Eine lockere Schlagzeile mit sehr teuren Folgen

■ Hamburger Landgericht: Magazin „Focus“ soll für den Zusammenbruch einer Privatbank nach einem unseriösen Bericht zahlen. Burda-Verlag geht in Berufung

Berlin (taz) – „Zahlen, zahlen, zahlen“ könnte es bald für Helmut Markwort und seinen Focus heißen, wenn das Urteil des Hamburger Landgerichts auch in den nächsten Instanzen bestätigt wird. Demnach kann nicht nur eine falsche Berichterstattung, sondern schon eine irreführende Ankündigung Schadenersatz kosten. Im konkreten Fall hatte das Magazin Focus im Januar 1995 auf seinem Titel für einen Beitrag mit den Worten „Hamburger Privatbank in Not – Kunden zittern um ihr Geld“ geworben. In dem Artikel selbst war dann aber nicht mehr von der Liquidität der Mody Privatbank die Rede, sondern nur noch von den privaten Finanzproblemen des Gründers und Minderheitsaktionärs (zehn Prozent) Arend G. Mody. Zudem erwies sich, daß Focus seine Informationen von einem früheren Angestellten hatte, dem zwei Jahre zuvor fristlos gekündigt worden war.

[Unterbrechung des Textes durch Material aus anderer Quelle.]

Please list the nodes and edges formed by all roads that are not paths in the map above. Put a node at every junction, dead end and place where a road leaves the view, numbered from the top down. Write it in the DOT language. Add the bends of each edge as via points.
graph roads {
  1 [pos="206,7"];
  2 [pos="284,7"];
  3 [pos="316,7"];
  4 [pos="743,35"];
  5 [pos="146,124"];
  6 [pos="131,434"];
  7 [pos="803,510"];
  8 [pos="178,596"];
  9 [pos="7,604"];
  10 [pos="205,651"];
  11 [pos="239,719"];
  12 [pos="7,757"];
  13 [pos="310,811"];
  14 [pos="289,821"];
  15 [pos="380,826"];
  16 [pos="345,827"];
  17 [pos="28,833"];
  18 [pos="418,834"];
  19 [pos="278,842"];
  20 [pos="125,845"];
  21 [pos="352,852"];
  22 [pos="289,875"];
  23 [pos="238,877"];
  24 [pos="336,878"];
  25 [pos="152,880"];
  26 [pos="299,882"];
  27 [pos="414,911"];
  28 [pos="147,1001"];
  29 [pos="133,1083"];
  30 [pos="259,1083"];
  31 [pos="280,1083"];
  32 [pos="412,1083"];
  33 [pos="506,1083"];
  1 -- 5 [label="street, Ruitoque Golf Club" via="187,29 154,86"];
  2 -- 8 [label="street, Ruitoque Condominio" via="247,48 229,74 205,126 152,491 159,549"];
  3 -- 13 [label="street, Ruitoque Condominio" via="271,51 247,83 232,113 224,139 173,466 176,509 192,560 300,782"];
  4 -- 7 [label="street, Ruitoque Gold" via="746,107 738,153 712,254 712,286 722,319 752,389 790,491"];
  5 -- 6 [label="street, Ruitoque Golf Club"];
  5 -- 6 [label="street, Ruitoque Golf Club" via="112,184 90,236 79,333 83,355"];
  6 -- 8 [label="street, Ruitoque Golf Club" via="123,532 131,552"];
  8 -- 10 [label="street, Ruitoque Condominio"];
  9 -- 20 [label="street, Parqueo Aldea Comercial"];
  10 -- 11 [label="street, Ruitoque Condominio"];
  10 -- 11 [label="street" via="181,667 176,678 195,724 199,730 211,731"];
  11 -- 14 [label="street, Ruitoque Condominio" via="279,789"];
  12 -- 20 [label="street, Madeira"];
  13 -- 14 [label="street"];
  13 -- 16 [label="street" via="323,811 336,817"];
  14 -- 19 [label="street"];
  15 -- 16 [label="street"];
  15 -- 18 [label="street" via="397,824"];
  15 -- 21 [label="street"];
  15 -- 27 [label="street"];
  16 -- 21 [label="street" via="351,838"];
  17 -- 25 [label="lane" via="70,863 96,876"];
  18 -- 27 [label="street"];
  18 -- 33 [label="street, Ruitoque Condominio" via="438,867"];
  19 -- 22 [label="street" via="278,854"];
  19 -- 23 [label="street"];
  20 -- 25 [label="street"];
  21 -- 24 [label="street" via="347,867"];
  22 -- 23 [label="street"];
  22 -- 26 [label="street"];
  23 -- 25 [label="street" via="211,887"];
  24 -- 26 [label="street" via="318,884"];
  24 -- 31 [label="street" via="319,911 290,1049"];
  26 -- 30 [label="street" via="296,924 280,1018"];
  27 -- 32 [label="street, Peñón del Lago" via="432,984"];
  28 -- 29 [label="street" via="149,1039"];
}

Die Rache verfehlte ihr Ziel nicht. Die Reaktion auf die reißerische Schlagzeile war fatal, zumal Helmut Markwort auch noch in einem Werbespot düster gemunkelt hatte, „... da können viele Menschen ihr Geld verlieren.“

Wie recht der Focus-Chef hatte, zeigte sich am Erscheinungstag seines Blatts, an dem Sparer und Anleger die Mody-Bankschalter stürmten und sich auszahlen ließen – bis der Tresor leer und die Bank pleite war. Mehr als 1.000 Aktionäre verloren so ihr Geld, insgesamt rund 24 Millionen Mark.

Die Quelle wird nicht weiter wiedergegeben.